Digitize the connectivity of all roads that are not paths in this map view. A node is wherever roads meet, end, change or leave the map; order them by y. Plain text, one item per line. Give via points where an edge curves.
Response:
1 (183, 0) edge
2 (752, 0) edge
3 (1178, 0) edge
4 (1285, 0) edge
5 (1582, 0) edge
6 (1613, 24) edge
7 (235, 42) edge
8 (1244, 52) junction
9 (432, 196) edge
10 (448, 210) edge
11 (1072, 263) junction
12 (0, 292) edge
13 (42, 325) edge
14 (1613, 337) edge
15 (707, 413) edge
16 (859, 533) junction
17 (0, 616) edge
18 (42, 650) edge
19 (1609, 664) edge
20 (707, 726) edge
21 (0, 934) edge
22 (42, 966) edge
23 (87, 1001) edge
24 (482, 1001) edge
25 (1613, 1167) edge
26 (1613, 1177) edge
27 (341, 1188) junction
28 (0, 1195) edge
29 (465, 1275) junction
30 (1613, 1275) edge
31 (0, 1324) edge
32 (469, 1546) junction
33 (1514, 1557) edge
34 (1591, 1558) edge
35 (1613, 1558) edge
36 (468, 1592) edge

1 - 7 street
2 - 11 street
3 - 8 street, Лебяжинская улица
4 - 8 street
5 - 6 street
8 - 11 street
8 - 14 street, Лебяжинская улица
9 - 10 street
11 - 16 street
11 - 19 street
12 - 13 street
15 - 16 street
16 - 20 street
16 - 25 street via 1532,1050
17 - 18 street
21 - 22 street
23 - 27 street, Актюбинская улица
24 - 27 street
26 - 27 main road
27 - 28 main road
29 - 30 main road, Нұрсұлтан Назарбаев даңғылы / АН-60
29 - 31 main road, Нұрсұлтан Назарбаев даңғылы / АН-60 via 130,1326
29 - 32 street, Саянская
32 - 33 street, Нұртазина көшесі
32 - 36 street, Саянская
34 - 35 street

▶ [Instructions to follow]: Each line in the listing that contains "Назарбаев" should be returned.

▶ [Task result]:
29 - 30 main road, Нұрсұлтан Назарбаев даңғылы / АН-60
29 - 31 main road, Нұрсұлтан Назарбаев даңғылы / АН-60 via 130,1326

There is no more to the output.